You may also use ispell flags in this file (for ispell flags refer to ISpell documentation). This will allow not writing the same word with different endings to the rare words file, for example "webmaster" and "webmasters". You may choose the word which has the same changing rules from existing ispell dictionary and just to copy flags from it. For example, English dictionary has this line:

postmaster/MS

So, webmaster with MS flags will be probably OK:

webmaster/MS

Then copy this file to /etc directory of DataparkSearch and add this file by Spell command in DataparkSearch configuration:

During next reindexing using of all documents new words will be considered as words with correct spelling. The only really incorrect words will remain.


8.8.1.4. Where to get Ispell files

You may find ispell files for many of languages at this page.

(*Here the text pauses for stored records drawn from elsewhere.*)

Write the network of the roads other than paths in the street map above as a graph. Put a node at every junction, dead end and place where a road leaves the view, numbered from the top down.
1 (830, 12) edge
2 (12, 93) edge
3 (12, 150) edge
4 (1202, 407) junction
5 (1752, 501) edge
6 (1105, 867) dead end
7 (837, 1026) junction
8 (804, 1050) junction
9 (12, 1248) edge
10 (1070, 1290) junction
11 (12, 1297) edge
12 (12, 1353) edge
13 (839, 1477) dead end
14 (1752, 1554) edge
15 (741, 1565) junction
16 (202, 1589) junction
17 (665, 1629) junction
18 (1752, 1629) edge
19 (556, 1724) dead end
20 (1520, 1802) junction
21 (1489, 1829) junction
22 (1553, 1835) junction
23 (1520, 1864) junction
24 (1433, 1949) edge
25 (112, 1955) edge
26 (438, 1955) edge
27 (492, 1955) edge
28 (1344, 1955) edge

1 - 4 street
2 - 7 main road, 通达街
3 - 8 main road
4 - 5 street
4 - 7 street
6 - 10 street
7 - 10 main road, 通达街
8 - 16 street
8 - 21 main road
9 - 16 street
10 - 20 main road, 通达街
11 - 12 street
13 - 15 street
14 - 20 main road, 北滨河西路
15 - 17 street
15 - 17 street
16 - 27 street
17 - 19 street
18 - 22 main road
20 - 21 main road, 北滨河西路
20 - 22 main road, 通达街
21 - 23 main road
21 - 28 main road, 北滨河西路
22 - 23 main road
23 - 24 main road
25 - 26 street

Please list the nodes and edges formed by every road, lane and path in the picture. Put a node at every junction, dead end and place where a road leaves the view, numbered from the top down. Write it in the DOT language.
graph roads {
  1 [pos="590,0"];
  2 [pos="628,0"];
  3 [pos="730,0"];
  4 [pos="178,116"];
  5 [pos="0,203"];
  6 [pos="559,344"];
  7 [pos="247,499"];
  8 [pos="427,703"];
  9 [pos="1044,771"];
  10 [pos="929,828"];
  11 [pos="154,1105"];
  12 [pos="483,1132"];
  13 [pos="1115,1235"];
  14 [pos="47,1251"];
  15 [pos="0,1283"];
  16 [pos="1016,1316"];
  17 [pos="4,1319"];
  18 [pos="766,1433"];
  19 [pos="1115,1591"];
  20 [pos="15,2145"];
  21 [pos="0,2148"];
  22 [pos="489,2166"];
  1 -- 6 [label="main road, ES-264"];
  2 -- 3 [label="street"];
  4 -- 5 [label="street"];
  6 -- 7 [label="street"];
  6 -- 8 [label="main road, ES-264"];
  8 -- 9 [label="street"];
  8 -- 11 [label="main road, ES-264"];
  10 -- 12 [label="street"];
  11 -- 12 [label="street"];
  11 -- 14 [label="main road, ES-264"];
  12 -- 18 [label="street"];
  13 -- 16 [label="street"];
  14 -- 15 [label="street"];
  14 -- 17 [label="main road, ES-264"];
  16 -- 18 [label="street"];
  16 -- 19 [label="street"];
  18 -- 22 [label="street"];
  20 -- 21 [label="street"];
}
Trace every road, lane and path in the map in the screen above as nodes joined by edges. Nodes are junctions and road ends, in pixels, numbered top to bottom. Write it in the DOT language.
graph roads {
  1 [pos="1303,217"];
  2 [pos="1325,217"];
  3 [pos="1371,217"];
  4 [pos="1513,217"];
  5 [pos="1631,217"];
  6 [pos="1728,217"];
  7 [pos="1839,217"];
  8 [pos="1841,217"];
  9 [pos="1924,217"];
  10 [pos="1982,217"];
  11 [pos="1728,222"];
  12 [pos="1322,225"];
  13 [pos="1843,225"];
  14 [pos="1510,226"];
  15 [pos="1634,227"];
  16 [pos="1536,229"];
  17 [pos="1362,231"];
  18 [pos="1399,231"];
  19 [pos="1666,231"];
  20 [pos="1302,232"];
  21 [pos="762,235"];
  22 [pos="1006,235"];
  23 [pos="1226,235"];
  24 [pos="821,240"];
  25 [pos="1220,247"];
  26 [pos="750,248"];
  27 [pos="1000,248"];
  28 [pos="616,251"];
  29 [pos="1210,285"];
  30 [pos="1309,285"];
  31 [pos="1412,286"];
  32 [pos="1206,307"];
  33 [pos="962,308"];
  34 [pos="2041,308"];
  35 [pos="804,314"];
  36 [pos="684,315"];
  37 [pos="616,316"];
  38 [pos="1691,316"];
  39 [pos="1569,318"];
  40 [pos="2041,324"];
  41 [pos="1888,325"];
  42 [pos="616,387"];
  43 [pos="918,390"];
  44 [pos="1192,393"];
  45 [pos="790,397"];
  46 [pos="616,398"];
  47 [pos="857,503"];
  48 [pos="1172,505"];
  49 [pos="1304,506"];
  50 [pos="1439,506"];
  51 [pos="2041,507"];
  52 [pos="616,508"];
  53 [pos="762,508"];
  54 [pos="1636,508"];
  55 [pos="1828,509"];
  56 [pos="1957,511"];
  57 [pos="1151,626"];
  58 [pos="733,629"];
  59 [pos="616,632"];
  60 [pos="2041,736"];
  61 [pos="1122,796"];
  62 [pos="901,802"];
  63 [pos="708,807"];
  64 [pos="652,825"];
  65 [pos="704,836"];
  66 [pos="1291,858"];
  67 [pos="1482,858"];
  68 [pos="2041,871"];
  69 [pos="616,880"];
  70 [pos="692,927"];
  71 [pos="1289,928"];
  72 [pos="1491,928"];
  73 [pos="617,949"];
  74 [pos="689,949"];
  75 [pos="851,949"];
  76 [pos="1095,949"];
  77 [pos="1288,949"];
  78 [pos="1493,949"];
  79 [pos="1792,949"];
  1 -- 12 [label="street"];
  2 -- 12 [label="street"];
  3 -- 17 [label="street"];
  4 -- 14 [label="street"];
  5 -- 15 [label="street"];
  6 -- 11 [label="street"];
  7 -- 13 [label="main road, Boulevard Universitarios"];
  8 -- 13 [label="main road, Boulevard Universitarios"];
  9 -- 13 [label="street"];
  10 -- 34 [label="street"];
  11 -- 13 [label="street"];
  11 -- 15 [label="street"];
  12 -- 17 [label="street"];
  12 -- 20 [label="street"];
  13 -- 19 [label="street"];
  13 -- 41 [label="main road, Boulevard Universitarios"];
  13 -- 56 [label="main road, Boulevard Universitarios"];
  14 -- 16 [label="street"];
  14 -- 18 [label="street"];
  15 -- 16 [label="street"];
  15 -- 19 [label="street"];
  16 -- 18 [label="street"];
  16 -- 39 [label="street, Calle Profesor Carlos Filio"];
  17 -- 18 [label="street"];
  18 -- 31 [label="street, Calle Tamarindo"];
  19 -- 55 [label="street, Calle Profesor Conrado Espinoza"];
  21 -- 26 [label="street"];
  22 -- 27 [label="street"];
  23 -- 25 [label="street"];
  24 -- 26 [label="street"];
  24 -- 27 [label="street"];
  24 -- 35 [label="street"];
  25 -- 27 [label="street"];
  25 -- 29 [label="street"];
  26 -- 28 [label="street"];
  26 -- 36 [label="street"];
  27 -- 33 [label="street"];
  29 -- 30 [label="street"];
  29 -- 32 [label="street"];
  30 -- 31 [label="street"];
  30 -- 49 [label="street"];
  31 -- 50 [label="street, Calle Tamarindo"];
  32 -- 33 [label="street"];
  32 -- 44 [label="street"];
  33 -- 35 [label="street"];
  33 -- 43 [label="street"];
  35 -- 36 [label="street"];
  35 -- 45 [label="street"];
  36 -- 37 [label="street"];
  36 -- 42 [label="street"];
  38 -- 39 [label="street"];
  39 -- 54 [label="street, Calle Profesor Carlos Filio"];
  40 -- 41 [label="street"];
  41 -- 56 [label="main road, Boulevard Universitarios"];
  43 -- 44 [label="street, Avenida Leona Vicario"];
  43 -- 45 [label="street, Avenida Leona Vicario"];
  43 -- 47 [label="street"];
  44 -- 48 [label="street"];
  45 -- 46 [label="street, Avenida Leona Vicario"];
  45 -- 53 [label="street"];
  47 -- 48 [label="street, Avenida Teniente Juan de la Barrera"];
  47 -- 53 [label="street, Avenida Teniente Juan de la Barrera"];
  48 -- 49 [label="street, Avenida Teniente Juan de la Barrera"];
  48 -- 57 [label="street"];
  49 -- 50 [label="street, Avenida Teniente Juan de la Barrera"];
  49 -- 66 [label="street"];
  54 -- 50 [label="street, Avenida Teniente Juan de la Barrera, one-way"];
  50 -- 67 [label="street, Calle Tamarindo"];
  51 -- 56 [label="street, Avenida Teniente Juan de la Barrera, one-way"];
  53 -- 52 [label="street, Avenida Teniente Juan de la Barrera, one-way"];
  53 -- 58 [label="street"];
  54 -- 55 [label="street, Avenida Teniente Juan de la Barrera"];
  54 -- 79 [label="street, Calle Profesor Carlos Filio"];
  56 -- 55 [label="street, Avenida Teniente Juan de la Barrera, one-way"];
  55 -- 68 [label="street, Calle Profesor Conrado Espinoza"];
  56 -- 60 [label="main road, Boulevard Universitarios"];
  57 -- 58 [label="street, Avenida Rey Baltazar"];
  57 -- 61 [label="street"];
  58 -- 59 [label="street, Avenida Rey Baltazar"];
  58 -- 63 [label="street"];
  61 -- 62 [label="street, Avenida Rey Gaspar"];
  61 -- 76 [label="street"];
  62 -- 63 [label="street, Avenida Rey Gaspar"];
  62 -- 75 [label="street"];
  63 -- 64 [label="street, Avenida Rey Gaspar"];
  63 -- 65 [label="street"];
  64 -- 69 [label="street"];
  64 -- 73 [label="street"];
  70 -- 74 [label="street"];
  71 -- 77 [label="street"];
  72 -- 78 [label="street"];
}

For Japanese language there exist quasi-ispell files suitable for use with DataparkSearch only. You may get this data from our web site or from one of our mirrors. See Section 1.2>.


8.8.1.5. Query words modification

Quffix [lang] [charset] [ispell-like suffix file name]
The Quffix command is similar to Affix command described above, except that these rules apply to the query words, bot not to the normal word forms as it is done for Affix command. The file loaded with this command must contain only suffix rules (in terms of ispell affix files).

This command is suitable, for example, to specify the rules to switch from one part of speech to an another for the Russian language when it is appropriate.


8.8.2. Aspell

With Aspell support compiled, it's possible automatically extend search query by spelling suggestions for query words. To enable this feature, you need to install Aspell at your system before DataparkSearch build. Then you need to place AspellExtensions yes command into your indexer.conf and search.htm (or into searchd.conf, if searchd is used) files to activate this feature.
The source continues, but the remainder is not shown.